Plus tard, le 26 juin 2024, le premier ministre israélien, Benyamin Netanyahu, a annoncé que « la phase intense des combats contre le Hamas est sur le point de se terminer », laissant entendre que la guerre à Gaza pourrait encore durer plusieurs mois, l'objectif toujours réitéré avoué étant d'écraser complètement le Hamas.

Aujourd’hui, voilà que l’armée annonce la fin des combats dans la bande de Gaza. Le but y a-t-il été réalisé ? Des doutes s’imposent quant à ses intentions, car dans son communiqué, l’armée israélienne a également annoncé la possibilité d’y revenir de nouveau « lorsqu'il y aura de nouveaux renseignements », selon le communiqué.

 

— A Gaza, les bombardements quotidiens se poursuivent. L’annonce de la fin des combats dans l’enclave est-elle donc une nouvelle manœuvre ?

Toujours prétendant y chercher les dirigeants du Hamas, Israël a à plusieurs reprises agi avec traîtrise, attaquant des centres des réfugiés palestiniens et même des écoles d’abri suivant l’UNRWA, les blessés ont même été bombardés dans les hôpitaux.

Une scène qui se répète samedi 17 août, juste quelques heures après l’annonce israélienne de la fin des opérations militaires dans l’enclave de Gaza. La Défense civile a annoncé que 15 membres d'une même famille, dont trois femmes et neuf enfants, avaient été tués dans une frappe israélienne, dans la nuit de vendredi à samedi, sur le centre de la bande de Gaza. Une attaque imposant des doutes sur les réelles intentions israéliennes concernant de mettre fin à ses agressions contre Gaza.

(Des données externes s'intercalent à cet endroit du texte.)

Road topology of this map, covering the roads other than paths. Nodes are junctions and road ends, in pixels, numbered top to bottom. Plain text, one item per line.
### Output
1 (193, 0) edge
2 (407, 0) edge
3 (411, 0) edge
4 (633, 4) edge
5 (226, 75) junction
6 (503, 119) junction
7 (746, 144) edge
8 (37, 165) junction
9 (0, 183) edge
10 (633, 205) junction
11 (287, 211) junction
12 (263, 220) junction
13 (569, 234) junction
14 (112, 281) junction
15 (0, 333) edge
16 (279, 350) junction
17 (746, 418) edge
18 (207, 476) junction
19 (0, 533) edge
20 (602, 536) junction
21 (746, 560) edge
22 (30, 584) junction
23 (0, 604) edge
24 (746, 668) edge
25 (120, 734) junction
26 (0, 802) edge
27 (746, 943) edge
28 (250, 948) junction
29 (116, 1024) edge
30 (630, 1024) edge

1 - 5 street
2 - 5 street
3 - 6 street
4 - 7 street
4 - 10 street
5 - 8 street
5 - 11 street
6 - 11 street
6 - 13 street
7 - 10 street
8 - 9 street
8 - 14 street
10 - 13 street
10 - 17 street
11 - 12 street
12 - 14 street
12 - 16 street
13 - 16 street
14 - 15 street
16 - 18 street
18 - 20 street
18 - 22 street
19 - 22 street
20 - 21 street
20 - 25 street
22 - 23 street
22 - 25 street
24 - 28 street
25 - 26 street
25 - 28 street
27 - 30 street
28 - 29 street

Ce n’est pas tout. L’UNRWA a publié samedi sur son compte X : « A Gaza, de nouveaux ordres d’évacuation ont été émis par les autorités israéliennes, même à l’intérieur de la zone humanitaire ». « Une fois de plus, la peur se répand, car les familles n’ont nulle part où se tourner. Les gens restent piégés dans un cauchemar sans fin de mort et de destruction à grande échelle », a poursuivi le compte de l’UNRWA, soulignant qu’environ 305 kilomètres carrés, soit environ 84 % de la bande de Gaza, ont été placés sous ordre d'évacuation émis par l'armée israélienne.

— L’annonce de la fin des opérations dans la bande introduit-elle l’approche d’un accord sur le cessez-le-feu ?

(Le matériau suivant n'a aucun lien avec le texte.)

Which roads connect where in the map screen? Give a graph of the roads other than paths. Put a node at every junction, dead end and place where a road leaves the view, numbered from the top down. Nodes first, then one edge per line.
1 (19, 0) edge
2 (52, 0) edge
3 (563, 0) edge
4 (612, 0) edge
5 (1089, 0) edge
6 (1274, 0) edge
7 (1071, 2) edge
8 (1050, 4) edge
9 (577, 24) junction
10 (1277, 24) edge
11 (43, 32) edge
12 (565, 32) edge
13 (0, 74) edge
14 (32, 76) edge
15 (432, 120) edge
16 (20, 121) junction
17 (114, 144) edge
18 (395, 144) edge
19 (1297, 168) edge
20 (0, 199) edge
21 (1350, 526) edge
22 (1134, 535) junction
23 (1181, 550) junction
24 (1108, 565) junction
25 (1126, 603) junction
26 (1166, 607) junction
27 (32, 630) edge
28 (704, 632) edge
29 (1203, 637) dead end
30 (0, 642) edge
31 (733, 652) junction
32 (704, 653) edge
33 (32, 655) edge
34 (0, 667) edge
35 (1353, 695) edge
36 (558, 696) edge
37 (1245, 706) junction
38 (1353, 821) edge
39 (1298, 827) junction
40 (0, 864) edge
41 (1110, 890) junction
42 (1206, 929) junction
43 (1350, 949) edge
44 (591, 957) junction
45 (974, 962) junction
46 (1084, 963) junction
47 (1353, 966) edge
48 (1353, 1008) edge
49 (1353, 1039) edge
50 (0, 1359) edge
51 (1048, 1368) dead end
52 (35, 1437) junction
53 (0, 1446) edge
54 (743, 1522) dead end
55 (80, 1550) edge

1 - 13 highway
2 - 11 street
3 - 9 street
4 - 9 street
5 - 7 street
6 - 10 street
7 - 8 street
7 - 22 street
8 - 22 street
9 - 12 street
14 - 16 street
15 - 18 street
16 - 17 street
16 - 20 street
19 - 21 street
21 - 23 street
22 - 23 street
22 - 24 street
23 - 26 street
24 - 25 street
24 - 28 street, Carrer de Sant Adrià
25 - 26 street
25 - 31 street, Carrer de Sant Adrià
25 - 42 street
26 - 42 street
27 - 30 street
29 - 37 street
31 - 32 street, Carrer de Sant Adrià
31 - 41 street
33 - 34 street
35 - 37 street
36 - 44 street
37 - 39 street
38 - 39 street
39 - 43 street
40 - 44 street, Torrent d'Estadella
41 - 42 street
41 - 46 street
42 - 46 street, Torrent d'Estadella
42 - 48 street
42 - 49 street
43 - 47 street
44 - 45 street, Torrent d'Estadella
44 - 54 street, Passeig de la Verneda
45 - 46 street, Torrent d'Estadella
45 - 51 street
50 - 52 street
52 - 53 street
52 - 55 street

— L’annonce par l’armée israélienne de la fin de la guerre à Gaza coïncide également avec des chances de parvenir à une percée dans les négociations sur la conclusion d’une trêve. Cette probable trêve serait-elle donc derrière la fin du conflit à Gaza ?

Des discussions en vue d'une trêve se sont achevées vendredi 16 août à Doha et doivent reprendre la semaine prochaine au Caire, sur la base d'une nouvelle proposition américaine de compromis, soutenue par les autres médiateurs.

Le Hamas, pour sa part, avait rejeté de "nouvelles conditions" d'Israël, parmi lesquelles le "maintien de troupes" israéliennes à la frontière de Gaza avec l'Egypte et "un droit de veto" sur les prisonniers palestiniens susceptibles d'être échangés contre des otages.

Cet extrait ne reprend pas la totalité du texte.